Finborough Theatre, London – until 27 October 2018
Plays like this are a gift to writers with word count limits – here you go, that’s 20% of a Londonist or 15% of an Evening Standard review completed just by copying the title. I narrowly missed seeing A Funny Thing Happened on the Way to the Gynecologic Oncology Unit at Memorial Sloan Kettering Cancer Center of New York City in New York City where Beth Behrs – the dispossessed heiress from 2 Broke Girls – played the blue-collar stand-up comedian whose mother just had surgery.
In a painfully realistic two-bed hospital room divided by a curtain, the comedian – now played by Radio 4’s Cariad Lloyd – is improvising some material based on having been single so long she’s having sex dreams about her vibrator. Or wet dreams. Except women don’t have them. Overheard by the son of the adjacent patient, she starts an antagonistic rant at the unseen and outraged eavesdropper.

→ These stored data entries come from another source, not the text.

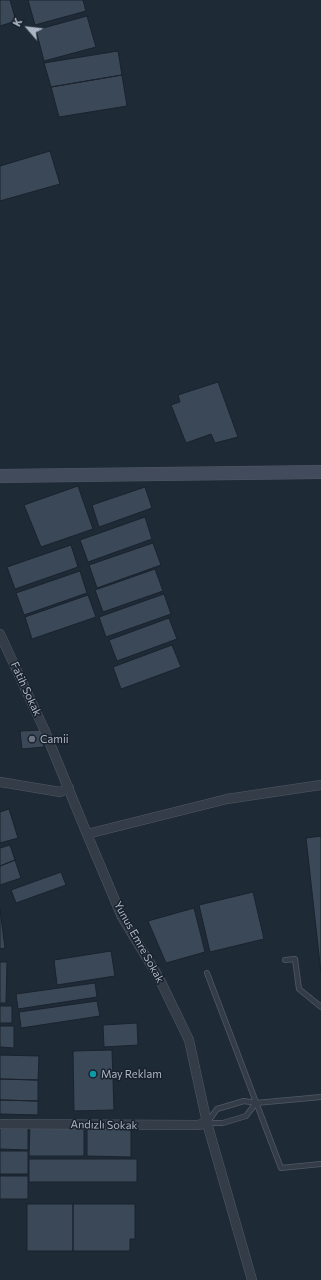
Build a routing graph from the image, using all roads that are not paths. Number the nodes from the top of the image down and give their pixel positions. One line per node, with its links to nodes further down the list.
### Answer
1 (321, 472): 2 (street)
2 (0, 476)
3 (0, 634): 6 (street, Fatih Sokak)
4 (0, 782): 6 (street)
5 (321, 785): 7 (street)
6 (69, 788): 7 (street, Fatih Sokak)
7 (87, 834): 13 (street, Yunus Emre Sokak)
8 (285, 960): 10 (lane)
9 (207, 973): 12 (lane)
10 (321, 1007)
11 (321, 1097): 12 (lane)
12 (256, 1103): 13 (lane); 13 (lane); 15 (lane)
13 (207, 1123): 14 (street, Andızlı Sokak); 16 (street, Yunus Emre Sokak)
14 (0, 1124)
15 (321, 1164)
16 (252, 1280)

If the first rule of comedy is ‘timing’ (and they do that joke, too) the second rule is that any stage encounter that starts with mutual antagonism must end up in bed. The third rule of American comedy is that however gallows the humour, however dark the plotting, there must be some sort of happy ending. This is an extremely good piece, but its failure to be even edgier and dangerous lies in the fact you can spot both these coming too early in the proceedings.
Author Halley Feiffer’s obsession is with parent/child relationships – Lloyd’s character likes her mother (Kristin Millward, bitingly funny) much more when she’s unconscious, beyond the curtain Rob Crouch is more concerned with why his estranged son doesn’t connect with him.

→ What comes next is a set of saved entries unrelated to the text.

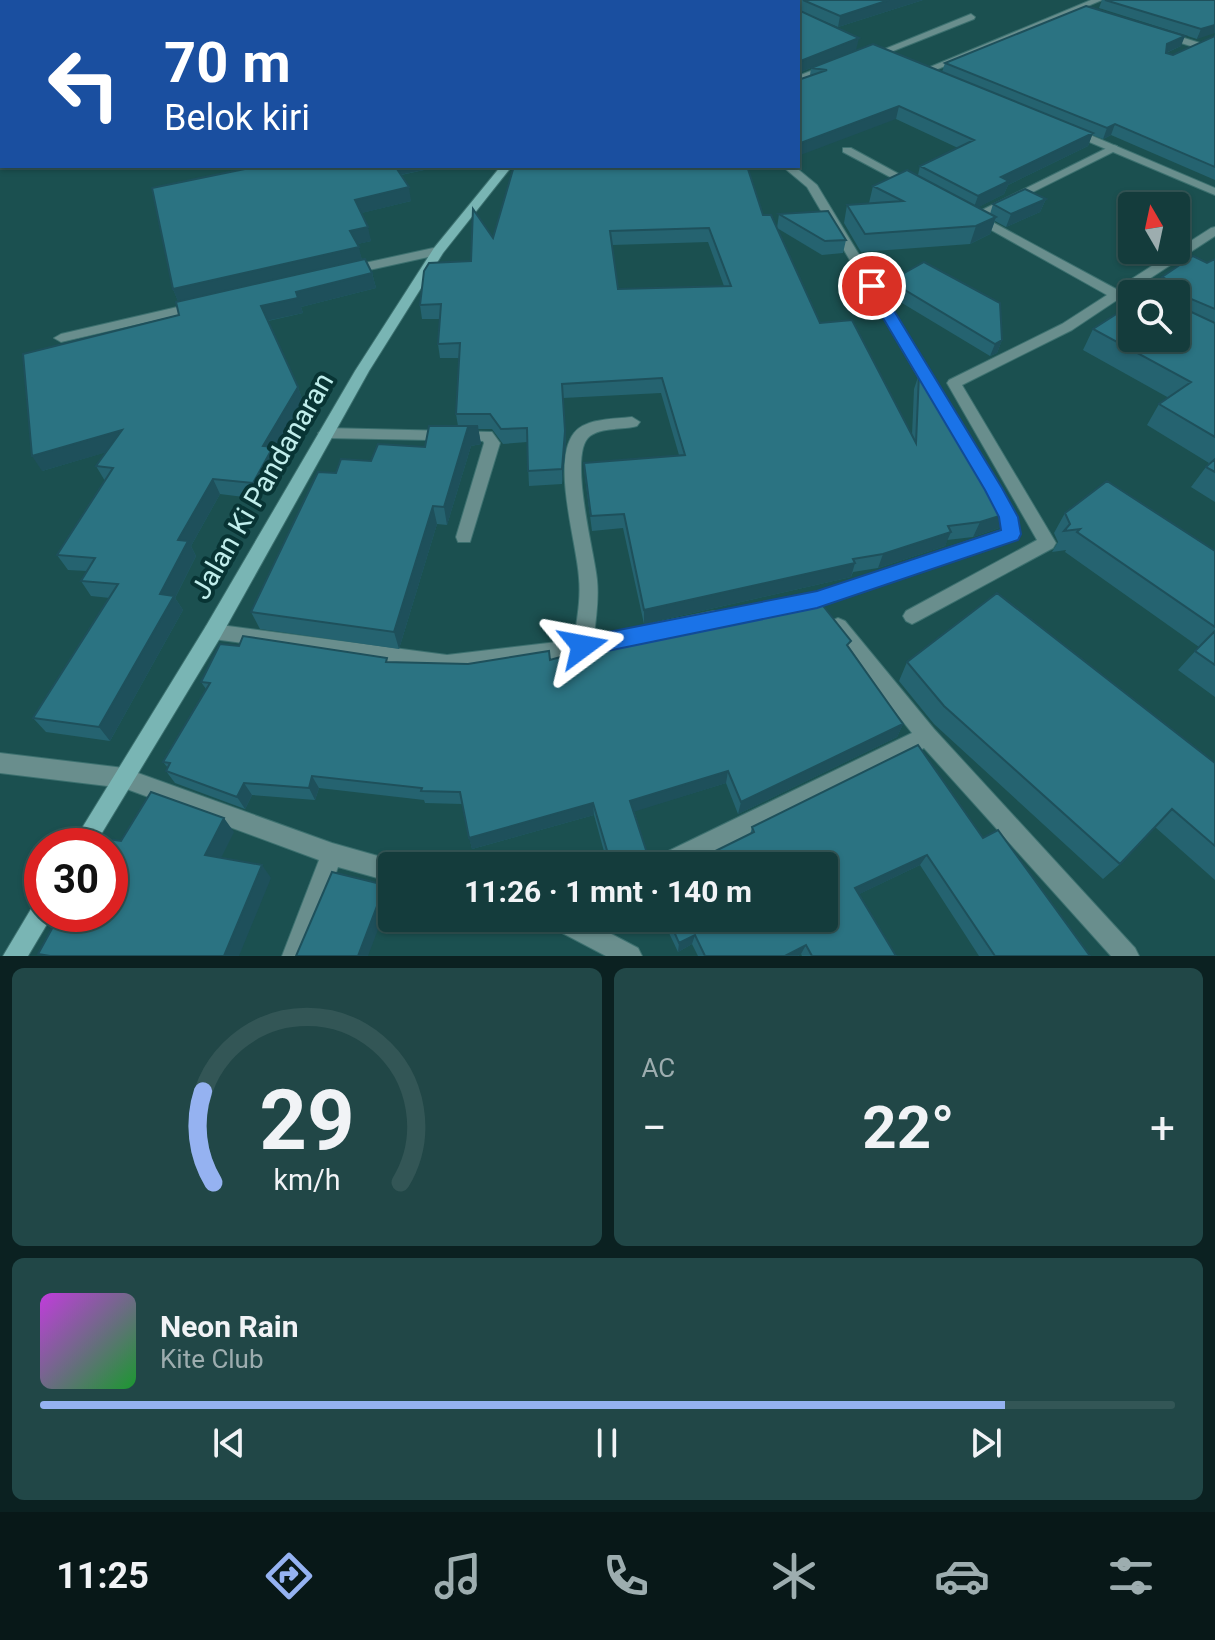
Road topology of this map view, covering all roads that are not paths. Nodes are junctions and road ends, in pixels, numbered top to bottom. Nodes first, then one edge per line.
1 (1098, 0) edge
2 (1079, 8) junction
3 (1094, 12) edge
4 (971, 17) dead end
5 (1153, 31) edge
6 (1177, 54) edge
7 (894, 59) edge
8 (848, 60) edge
9 (908, 65) edge
10 (923, 72) junction
11 (936, 77) edge
12 (800, 78) edge
13 (1058, 125) edge
14 (1113, 148) junction
15 (847, 150) dead end
16 (505, 168) edge
17 (790, 168) edge
18 (1215, 192) edge
19 (932, 195) edge
20 (960, 210) edge
21 (974, 217) junction
22 (1215, 231) edge
23 (438, 251) junction
24 (338, 273) edge
25 (1115, 294) junction
26 (1118, 296) edge
27 (207, 304) edge
28 (61, 338) dead end
29 (632, 422) dead end
30 (326, 433) junction
31 (964, 441) edge
32 (986, 476) edge
33 (464, 537) dead end
34 (735, 615) edge
35 (912, 616) dead end
36 (213, 632) junction
37 (583, 646) junction
38 (927, 736) junction
39 (0, 763) edge
40 (124, 778) junction
41 (93, 828) edge
42 (691, 852) edge
43 (332, 854) junction
44 (378, 867) edge
45 (30, 932) edge
46 (584, 932) edge
47 (15, 956) edge
48 (294, 956) edge
49 (630, 956) edge
50 (1127, 956) edge

1 - 2 street
2 - 3 street
2 - 10 street
4 - 7 street
5 - 6 street
8 - 12 street
9 - 10 street
10 - 11 street
13 - 14 street
14 - 18 street
14 - 21 street
15 - 19 street
16 - 23 main road, Jalan Ki Pandanaran
17 - 31 street
20 - 21 street
21 - 25 street
22 - 25 street
23 - 24 street
23 - 30 main road, Jalan Ki Pandanaran
25 - 26 street
25 - 35 street
27 - 28 street
29 - 37 street
30 - 33 street
30 - 36 main road, Jalan Ki Pandanaran
32 - 38 street
34 - 37 street
36 - 37 street
36 - 40 main road, Jalan Ki Pandanaran
38 - 42 street
38 - 50 street
39 - 40 street
40 - 41 main road, Jalan Ki Pandanaran
40 - 43 street
43 - 44 street
43 - 48 street
45 - 47 main road
46 - 49 street

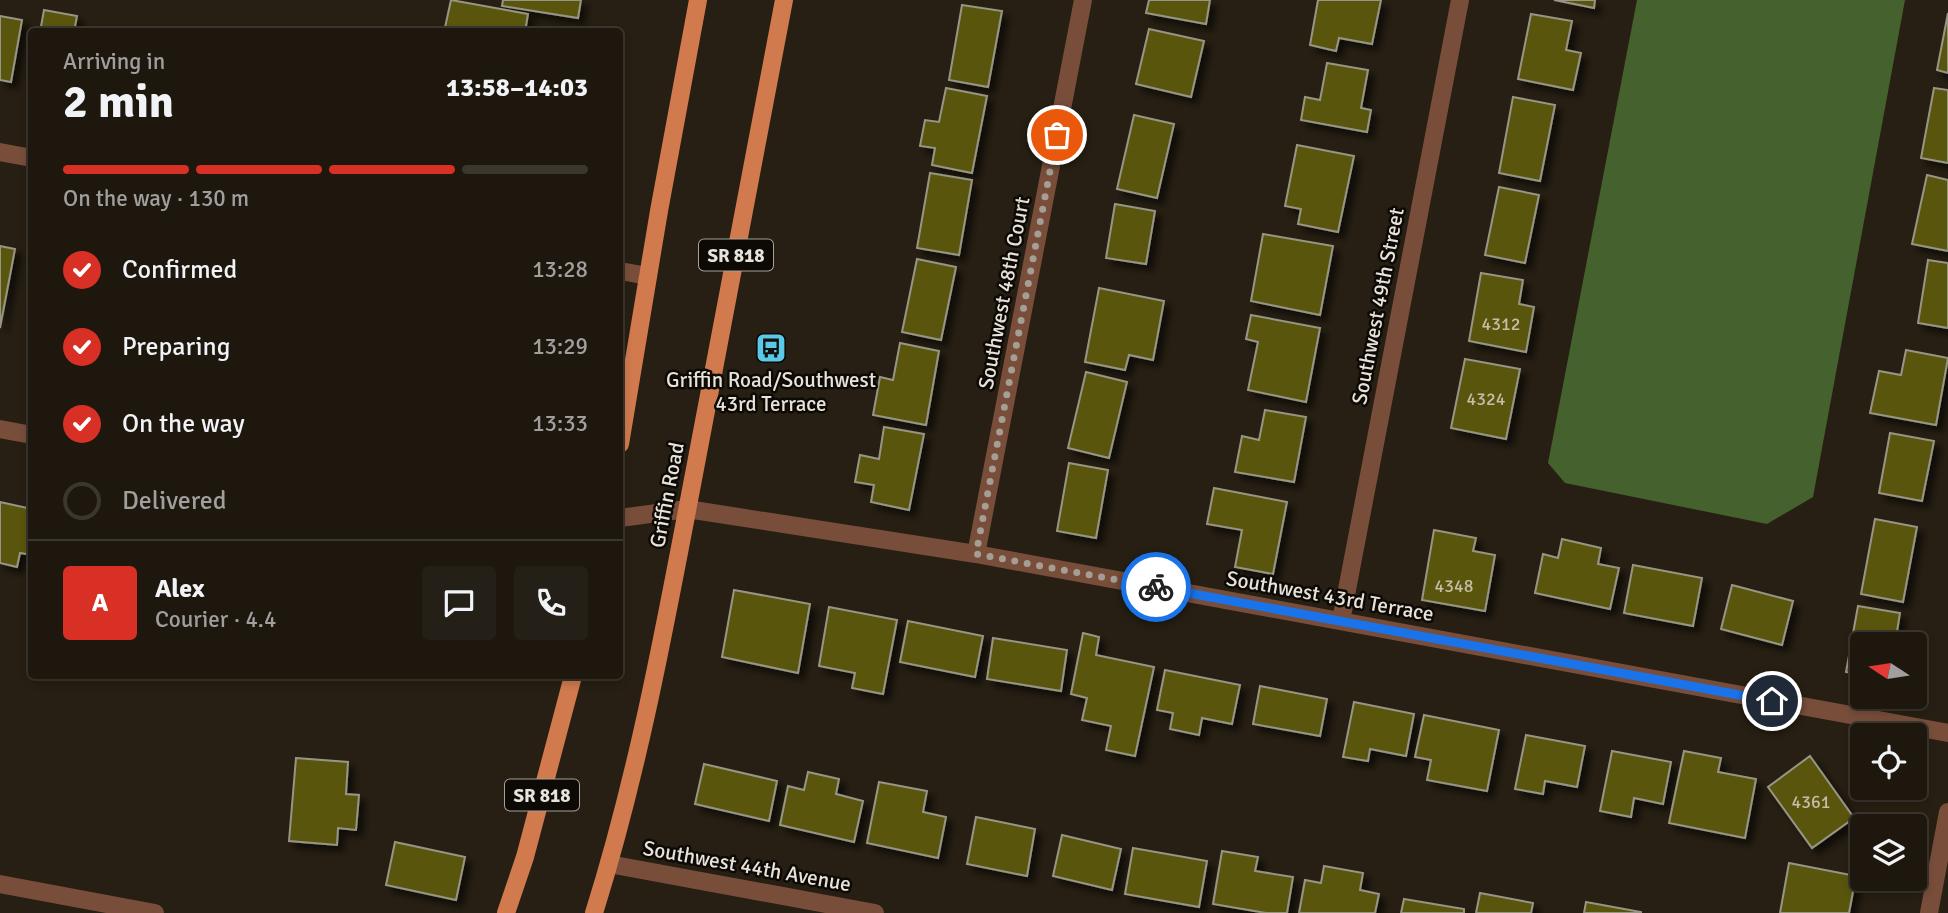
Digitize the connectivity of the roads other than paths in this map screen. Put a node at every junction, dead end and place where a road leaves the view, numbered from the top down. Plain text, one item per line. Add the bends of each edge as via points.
1 (698, 0) edge
2 (784, 0) edge
3 (1083, 0) edge
4 (1460, 0) edge
5 (0, 152) edge
6 (28, 157) edge
7 (623, 272) edge
8 (648, 276) junction
9 (623, 426) edge
10 (0, 429) edge
11 (28, 434) edge
12 (687, 509) junction
13 (623, 518) edge
14 (976, 554) junction
15 (1341, 621) junction
16 (572, 679) edge
17 (1948, 733) edge
18 (1948, 812) edge
19 (609, 864) junction
20 (0, 884) edge
21 (155, 913) edge
22 (506, 913) edge
23 (594, 913) edge
24 (876, 913) edge
25 (1929, 913) edge

1 - 8 main road
2 - 12 main road, Griffin Road / SR 818
3 - 14 street, Southwest 48th Court
4 - 15 street, Southwest 49th Street
5 - 6 street
7 - 8 street
8 - 9 main road
10 - 11 street
12 - 13 street, Southwest 43rd Terrace
12 - 14 street, Southwest 43rd Terrace
12 - 19 main road, Griffin Road / SR 818
14 - 15 street, Southwest 43rd Terrace
15 - 17 street, Southwest 43rd Terrace
16 - 22 main road, SR 818
18 - 25 street
19 - 23 main road, Griffin Road / SR 818
19 - 24 street, Southwest 44th Avenue
20 - 21 street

You could set this aside, the plotting is incidental to the connection between Lloyd and Crouch. Lloyd is very good, stand-up comedians sometimes have difficulty with the discipline of un-improvised scripts but she manages it with ease, and convinces entirely as the disaffected New Yorker struggling both with her career and to manage her failing mother.

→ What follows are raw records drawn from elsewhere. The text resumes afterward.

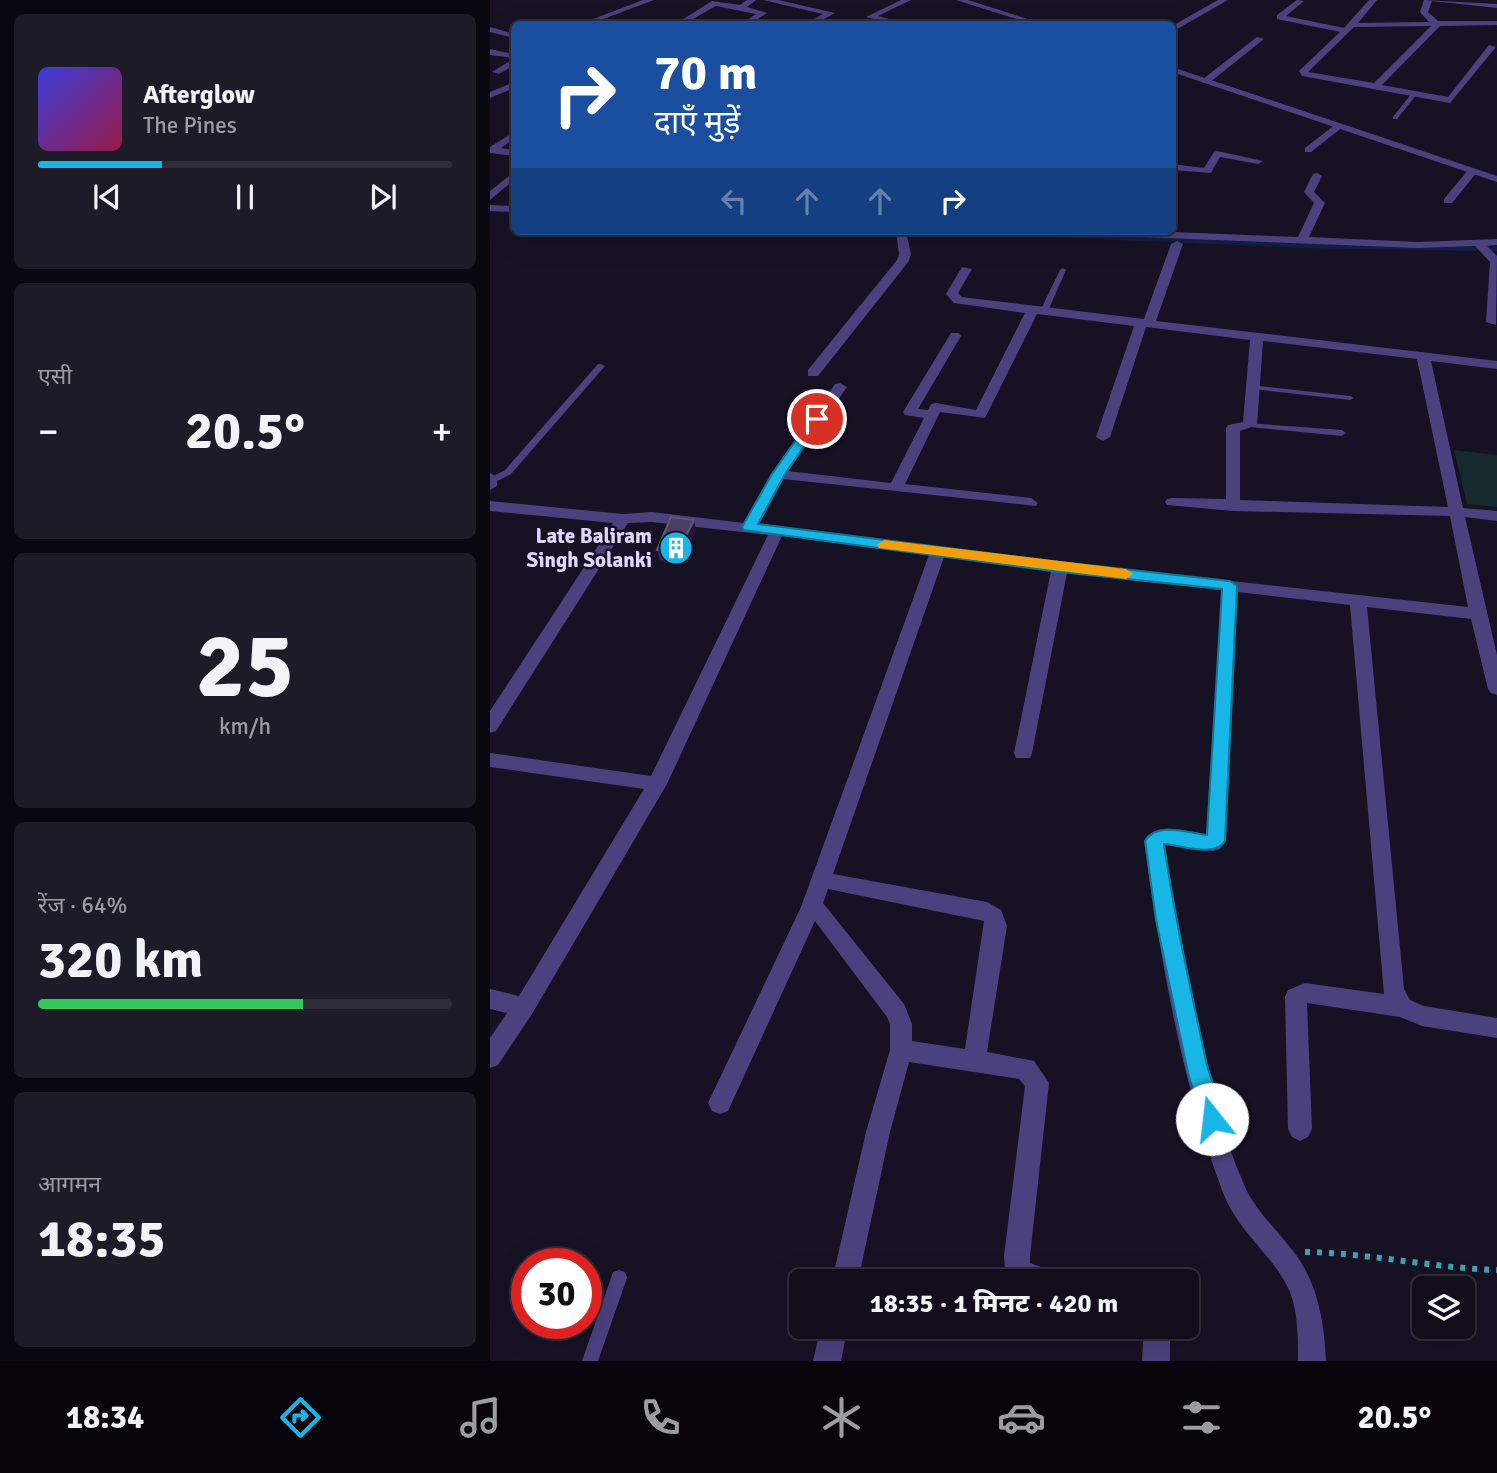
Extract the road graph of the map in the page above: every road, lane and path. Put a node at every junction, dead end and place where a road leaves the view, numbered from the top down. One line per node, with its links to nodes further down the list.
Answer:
1 (650, 0): 14 (street)
2 (752, 0): 11 (street)
3 (766, 0): 17 (street)
4 (907, 0): 13 (street)
5 (960, 0): 20 (street)
6 (1224, 0): 23 (street)
7 (1373, 0): 24 (street)
8 (1428, 0): 22 (street)
9 (1435, 0): 12 (street)
10 (1300, 1): 24 (street)
11 (740, 6): 15 (street); 16 (street)
12 (1497, 6)
13 (874, 18): 18 (street); 19 (street)
14 (592, 21)
15 (684, 21)
16 (750, 21)
17 (816, 21)
18 (868, 21)
19 (888, 21)
20 (1029, 21)
21 (1497, 23): 22 (street)
22 (1437, 25): 24 (street); 38 (street)
23 (1176, 28)
24 (1349, 28): 38 (street)
25 (490, 29): 26 (street)
26 (511, 35)
27 (511, 36): 28 (street)
28 (500, 39)
29 (1259, 39): 36 (street)
30 (1492, 47): 39 (street)
31 (490, 51): 32 (street)
32 (511, 54)
33 (511, 64): 35 (street)
34 (1176, 70): 36 (street)
35 (496, 72)
36 (1206, 81): 42 (street)
37 (511, 87): 40 (street)
38 (1375, 87): 39 (street)
39 (1414, 94): 41 (lane)
40 (490, 95)
41 (1395, 118)
42 (1339, 126): 45 (street); 49 (street)
43 (511, 137): 44 (street)
44 (491, 150): 46 (street)
45 (1307, 150)
46 (511, 153)
47 (1258, 161): 48 (street)
48 (1176, 167)
49 (1473, 171): 52 (street); 54 (street)
50 (1317, 176): 60 (street)
51 (511, 178): 53 (street)
52 (1497, 179)
53 (490, 197)
54 (1448, 201)
55 (490, 208): 56 (street)
56 (511, 209)
57 (902, 235): 74 (street)
58 (1112, 235): 59 (street)
59 (1136, 237): 60 (street); 62 (street)
60 (1302, 240): 63 (street)
61 (1497, 242): 63 (street)
62 (1178, 244): 63 (street); 67 (street)
63 (1485, 248): 68 (street)
64 (966, 269): 66 (street)
65 (1063, 270): 66 (lane)
66 (1038, 311): 67 (street); 78 (street)
67 (1146, 322): 70 (street); 81 (street)
68 (1492, 322)
69 (955, 336): 78 (street)
70 (1256, 336): 71 (street); 76 (street)
71 (1423, 356): 72 (street); 89 (street)
72 (1497, 365)
73 (601, 366): 83 (lane)
74 (813, 373)
75 (840, 387): 82 (street)
76 (1253, 387): 77 (lane); 79 (street)
77 (1350, 398)
78 (931, 415): 84 (street)
79 (1250, 425): 80 (lane); 88 (street)
80 (1342, 433)
81 (1103, 437)
82 (778, 474): 84 (street); 92 (street)
83 (491, 481)
84 (896, 487): 86 (street)
85 (1172, 502): 88 (street)
86 (1031, 503)
87 (490, 506): 91 (street)
88 (1233, 506): 89 (street)
89 (1457, 512): 90 (street); 98 (street)
90 (1497, 516)
91 (622, 519): 92 (street); 100 (street)
92 (749, 527): 93 (street)
93 (777, 531): 94 (street); 103 (street)
94 (938, 552): 95 (street); 104 (street)
95 (1060, 567): 96 (street); 101 (street)
96 (1230, 586): 97 (street); 115 (street)
97 (1358, 599): 98 (street); 108 (street)
98 (1478, 614): 99 (street)
99 (1497, 689)
100 (490, 726)
101 (1023, 753)
102 (490, 760): 103 (street)
103 (657, 785): 107 (street)
104 (822, 880): 105 (street); 112 (street)
105 (811, 907): 110 (street); 113 (street)
106 (490, 999): 107 (street)
107 (524, 1007): 111 (street)
108 (1402, 1007): 109 (street); 114 (street)
109 (1497, 1028)
110 (901, 1050): 112 (street); 116 (street)
111 (490, 1057)
112 (974, 1061): 117 (street)
113 (720, 1103)
114 (1300, 1129)
115 (1276, 1253): 118 (path); 125 (street)
116 (848, 1269)
117 (1018, 1269)
118 (1497, 1270)
119 (619, 1278): 122 (lane)
120 (832, 1339): 123 (street)
121 (1157, 1339): 124 (street)
122 (590, 1361)
123 (827, 1361)
124 (1156, 1361)
125 (1312, 1361)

Crouch has the much more difficult dramatic arc but travels it with tremendous skill – first required to be an unlikeable slob, transiting through awkward romantic to full-on philanthropic hero could be jerky and awkward in less accomplished actor, but he’s perfect in this role and has the best moments of pathos and comedy, including one of the most watchable – but unwatchable at the same time – sex scenes in a disabled toilet.
Sit on the left hand side of the audience for full accessibility.